| Work item |
When the word "GREENFIELD" shows up in a line of the records below, copy that line.

[Stored data]
= = = = =

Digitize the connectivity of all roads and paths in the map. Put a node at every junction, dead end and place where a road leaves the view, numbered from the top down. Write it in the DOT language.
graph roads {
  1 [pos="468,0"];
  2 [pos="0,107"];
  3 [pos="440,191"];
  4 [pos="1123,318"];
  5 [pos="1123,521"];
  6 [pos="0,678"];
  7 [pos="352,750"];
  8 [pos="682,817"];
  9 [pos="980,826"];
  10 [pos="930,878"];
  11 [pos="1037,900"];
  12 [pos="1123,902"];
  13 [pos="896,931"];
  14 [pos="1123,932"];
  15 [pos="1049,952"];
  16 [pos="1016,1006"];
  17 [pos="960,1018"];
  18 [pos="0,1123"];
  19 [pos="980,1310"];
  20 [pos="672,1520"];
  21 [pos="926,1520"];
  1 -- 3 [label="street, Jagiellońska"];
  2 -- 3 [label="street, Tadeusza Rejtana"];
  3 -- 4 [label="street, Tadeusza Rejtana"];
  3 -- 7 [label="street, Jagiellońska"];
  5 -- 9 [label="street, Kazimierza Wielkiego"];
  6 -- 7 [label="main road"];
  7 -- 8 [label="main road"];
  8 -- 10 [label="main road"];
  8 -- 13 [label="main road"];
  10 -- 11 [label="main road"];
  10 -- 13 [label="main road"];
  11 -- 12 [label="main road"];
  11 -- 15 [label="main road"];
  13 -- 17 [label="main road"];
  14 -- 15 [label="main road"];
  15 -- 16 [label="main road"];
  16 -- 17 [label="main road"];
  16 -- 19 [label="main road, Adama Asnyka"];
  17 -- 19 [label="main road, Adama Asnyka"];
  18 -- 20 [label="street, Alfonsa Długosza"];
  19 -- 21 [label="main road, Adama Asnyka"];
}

= = = = =

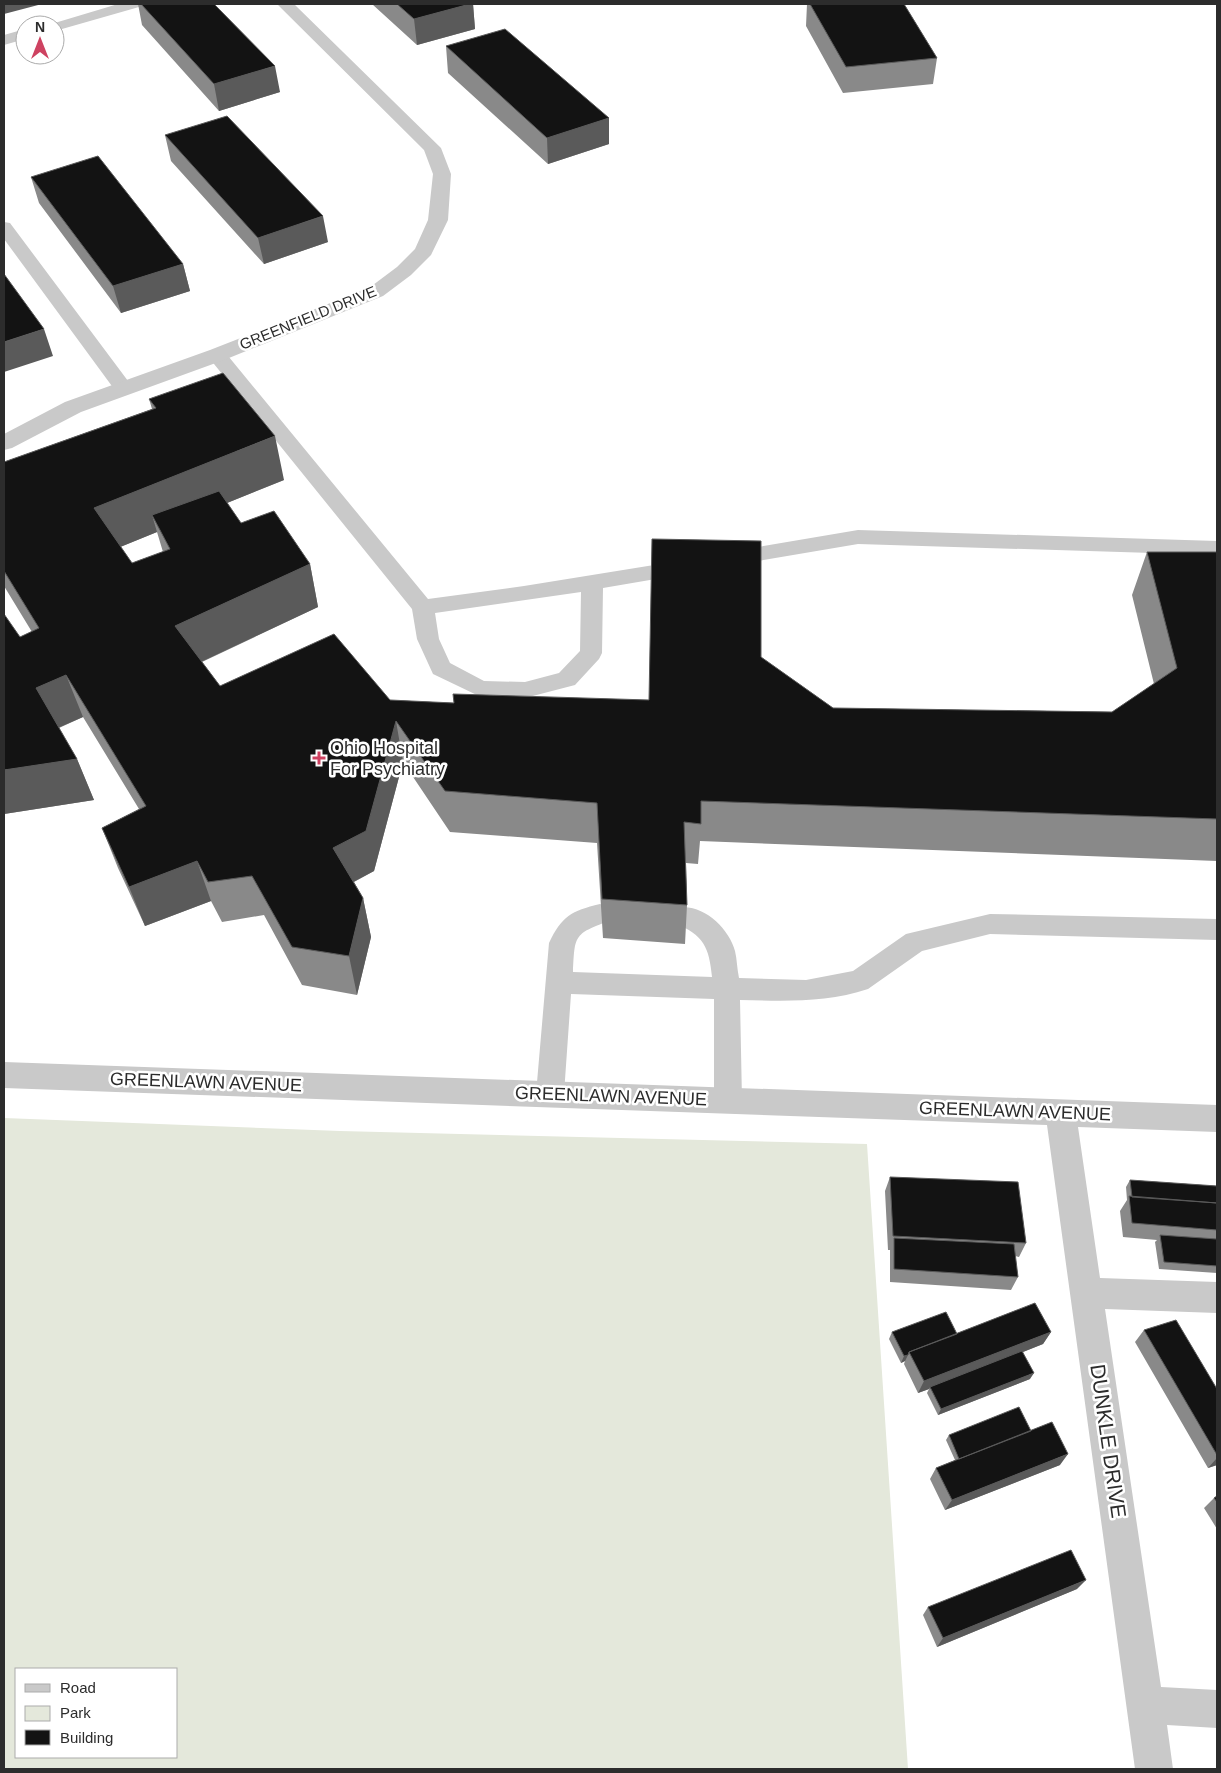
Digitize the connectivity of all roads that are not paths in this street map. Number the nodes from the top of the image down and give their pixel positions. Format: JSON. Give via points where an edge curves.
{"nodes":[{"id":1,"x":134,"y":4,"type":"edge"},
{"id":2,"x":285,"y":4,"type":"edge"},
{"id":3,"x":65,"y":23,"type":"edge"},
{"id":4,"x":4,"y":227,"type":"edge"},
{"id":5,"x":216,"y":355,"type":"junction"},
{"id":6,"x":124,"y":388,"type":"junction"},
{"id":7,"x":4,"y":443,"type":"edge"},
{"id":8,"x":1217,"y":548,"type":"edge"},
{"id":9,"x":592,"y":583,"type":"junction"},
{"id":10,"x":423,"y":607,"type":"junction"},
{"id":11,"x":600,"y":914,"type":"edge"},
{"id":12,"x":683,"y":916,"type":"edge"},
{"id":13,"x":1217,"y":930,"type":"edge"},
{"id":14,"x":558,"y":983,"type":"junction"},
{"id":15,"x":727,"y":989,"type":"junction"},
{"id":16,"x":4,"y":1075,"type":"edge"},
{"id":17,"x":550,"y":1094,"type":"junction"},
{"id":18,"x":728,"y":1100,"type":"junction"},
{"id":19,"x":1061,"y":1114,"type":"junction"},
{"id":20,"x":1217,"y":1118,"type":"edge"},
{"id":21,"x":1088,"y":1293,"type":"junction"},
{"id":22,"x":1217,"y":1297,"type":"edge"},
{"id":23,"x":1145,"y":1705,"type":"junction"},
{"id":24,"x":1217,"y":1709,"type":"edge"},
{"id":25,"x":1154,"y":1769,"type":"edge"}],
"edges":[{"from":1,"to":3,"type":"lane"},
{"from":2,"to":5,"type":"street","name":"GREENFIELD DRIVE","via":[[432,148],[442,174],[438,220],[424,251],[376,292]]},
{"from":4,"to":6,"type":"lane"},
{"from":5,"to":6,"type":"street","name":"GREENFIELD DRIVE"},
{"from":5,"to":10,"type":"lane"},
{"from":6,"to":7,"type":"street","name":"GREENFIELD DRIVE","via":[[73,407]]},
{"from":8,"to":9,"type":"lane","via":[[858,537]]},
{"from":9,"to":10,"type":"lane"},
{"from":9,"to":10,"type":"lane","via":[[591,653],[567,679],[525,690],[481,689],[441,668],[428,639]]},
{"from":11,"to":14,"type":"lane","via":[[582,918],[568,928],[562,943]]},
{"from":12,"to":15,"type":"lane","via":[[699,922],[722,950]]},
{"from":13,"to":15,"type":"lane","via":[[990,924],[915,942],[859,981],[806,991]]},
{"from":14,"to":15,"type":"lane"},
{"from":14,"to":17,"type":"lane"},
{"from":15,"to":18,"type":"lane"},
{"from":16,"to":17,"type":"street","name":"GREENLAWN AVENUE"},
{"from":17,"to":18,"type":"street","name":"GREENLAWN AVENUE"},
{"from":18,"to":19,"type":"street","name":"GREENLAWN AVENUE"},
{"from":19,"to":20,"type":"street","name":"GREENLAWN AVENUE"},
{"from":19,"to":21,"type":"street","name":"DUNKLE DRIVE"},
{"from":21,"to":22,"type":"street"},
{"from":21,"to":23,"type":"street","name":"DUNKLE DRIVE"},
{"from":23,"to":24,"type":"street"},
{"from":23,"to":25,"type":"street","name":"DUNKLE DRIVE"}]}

= = = = =

| Exercise solution |
{"from":2,"to":5,"type":"street","name":"GREENFIELD DRIVE","via":[[432,148],[442,174],[438,220],[424,251],[376,292]]},
{"from":5,"to":6,"type":"street","name":"GREENFIELD DRIVE"},
{"from":6,"to":7,"type":"street","name":"GREENFIELD DRIVE","via":[[73,407]]},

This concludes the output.